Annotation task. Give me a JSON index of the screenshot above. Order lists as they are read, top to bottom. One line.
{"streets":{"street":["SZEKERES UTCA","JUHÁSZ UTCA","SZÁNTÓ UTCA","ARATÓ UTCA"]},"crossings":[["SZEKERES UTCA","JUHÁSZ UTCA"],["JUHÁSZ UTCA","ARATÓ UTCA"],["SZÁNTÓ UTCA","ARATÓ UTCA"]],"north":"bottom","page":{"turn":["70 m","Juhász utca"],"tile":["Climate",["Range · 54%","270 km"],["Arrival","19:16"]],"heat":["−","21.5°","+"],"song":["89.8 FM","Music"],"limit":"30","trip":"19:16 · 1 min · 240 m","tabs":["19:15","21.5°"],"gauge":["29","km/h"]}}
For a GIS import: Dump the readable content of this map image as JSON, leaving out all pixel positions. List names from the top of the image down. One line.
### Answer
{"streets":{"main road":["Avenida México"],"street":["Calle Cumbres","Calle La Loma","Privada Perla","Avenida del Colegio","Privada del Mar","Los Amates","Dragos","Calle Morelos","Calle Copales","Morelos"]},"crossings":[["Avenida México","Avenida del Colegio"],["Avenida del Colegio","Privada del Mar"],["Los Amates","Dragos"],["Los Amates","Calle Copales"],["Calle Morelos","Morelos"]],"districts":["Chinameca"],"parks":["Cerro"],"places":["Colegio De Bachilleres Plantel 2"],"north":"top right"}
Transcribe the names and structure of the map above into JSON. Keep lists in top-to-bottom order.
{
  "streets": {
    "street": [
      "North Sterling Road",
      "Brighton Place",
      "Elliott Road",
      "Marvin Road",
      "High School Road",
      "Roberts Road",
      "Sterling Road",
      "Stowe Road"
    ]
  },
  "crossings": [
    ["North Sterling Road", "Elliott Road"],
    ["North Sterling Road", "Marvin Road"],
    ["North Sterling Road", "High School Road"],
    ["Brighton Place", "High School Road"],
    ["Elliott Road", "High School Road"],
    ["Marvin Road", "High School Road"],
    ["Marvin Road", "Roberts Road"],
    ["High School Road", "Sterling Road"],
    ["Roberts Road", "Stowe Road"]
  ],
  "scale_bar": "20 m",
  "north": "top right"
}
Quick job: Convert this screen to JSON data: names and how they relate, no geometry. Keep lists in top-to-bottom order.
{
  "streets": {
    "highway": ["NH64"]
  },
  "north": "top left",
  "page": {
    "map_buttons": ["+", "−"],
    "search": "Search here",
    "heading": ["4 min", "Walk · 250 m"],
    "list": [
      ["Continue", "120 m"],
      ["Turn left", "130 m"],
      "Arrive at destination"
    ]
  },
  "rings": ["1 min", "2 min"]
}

• • • •

#### Exercise objective:
Write out every entry again exactly, please, with nothing missing.

#### Answer box:
Annotation task. Give me a JSON index of the screenshot above. Order lists as they are read, top to bottom. One line.
{"streets":{"street":["SZEKERES UTCA","JUHÁSZ UTCA","SZÁNTÓ UTCA","ARATÓ UTCA"]},"crossings":[["SZEKERES UTCA","JUHÁSZ UTCA"],["JUHÁSZ UTCA","ARATÓ UTCA"],["SZÁNTÓ UTCA","ARATÓ UTCA"]],"north":"bottom","page":{"turn":["70 m","Juhász utca"],"tile":["Climate",["Range · 54%","270 km"],["Arrival","19:16"]],"heat":["−","21.5°","+"],"song":["89.8 FM","Music"],"limit":"30","trip":"19:16 · 1 min · 240 m","tabs":["19:15","21.5°"],"gauge":["29","km/h"]}}
For a GIS import: Dump the readable content of this map image as JSON, leaving out all pixel positions. List names from the top of the image down. One line.
### Answer
{"streets":{"main road":["Avenida México"],"street":["Calle Cumbres","Calle La Loma","Privada Perla","Avenida del Colegio","Privada del Mar","Los Amates","Dragos","Calle Morelos","Calle Copales","Morelos"]},"crossings":[["Avenida México","Avenida del Colegio"],["Avenida del Colegio","Privada del Mar"],["Los Amates","Dragos"],["Los Amates","Calle Copales"],["Calle Morelos","Morelos"]],"districts":["Chinameca"],"parks":["Cerro"],"places":["Colegio De Bachilleres Plantel 2"],"north":"top right"}
Transcribe the names and structure of the map above into JSON. Keep lists in top-to-bottom order.
{
  "streets": {
    "street": [
      "North Sterling Road",
      "Brighton Place",
      "Elliott Road",
      "Marvin Road",
      "High School Road",
      "Roberts Road",
      "Sterling Road",
      "Stowe Road"
    ]
  },
  "crossings": [
    ["North Sterling Road", "Elliott Road"],
    ["North Sterling Road", "Marvin Road"],
    ["North Sterling Road", "High School Road"],
    ["Brighton Place", "High School Road"],
    ["Elliott Road", "High School Road"],
    ["Marvin Road", "High School Road"],
    ["Marvin Road", "Roberts Road"],
    ["High School Road", "Sterling Road"],
    ["Roberts Road", "Stowe Road"]
  ],
  "scale_bar": "20 m",
  "north": "top right"
}
Quick job: Convert this screen to JSON data: names and how they relate, no geometry. Keep lists in top-to-bottom order.
{
  "streets": {
    "highway": ["NH64"]
  },
  "north": "top left",
  "page": {
    "map_buttons": ["+", "−"],
    "search": "Search here",
    "heading": ["4 min", "Walk · 250 m"],
    "list": [
      ["Continue", "120 m"],
      ["Turn left", "130 m"],
      "Arrive at destination"
    ]
  },
  "rings": ["1 min", "2 min"]
}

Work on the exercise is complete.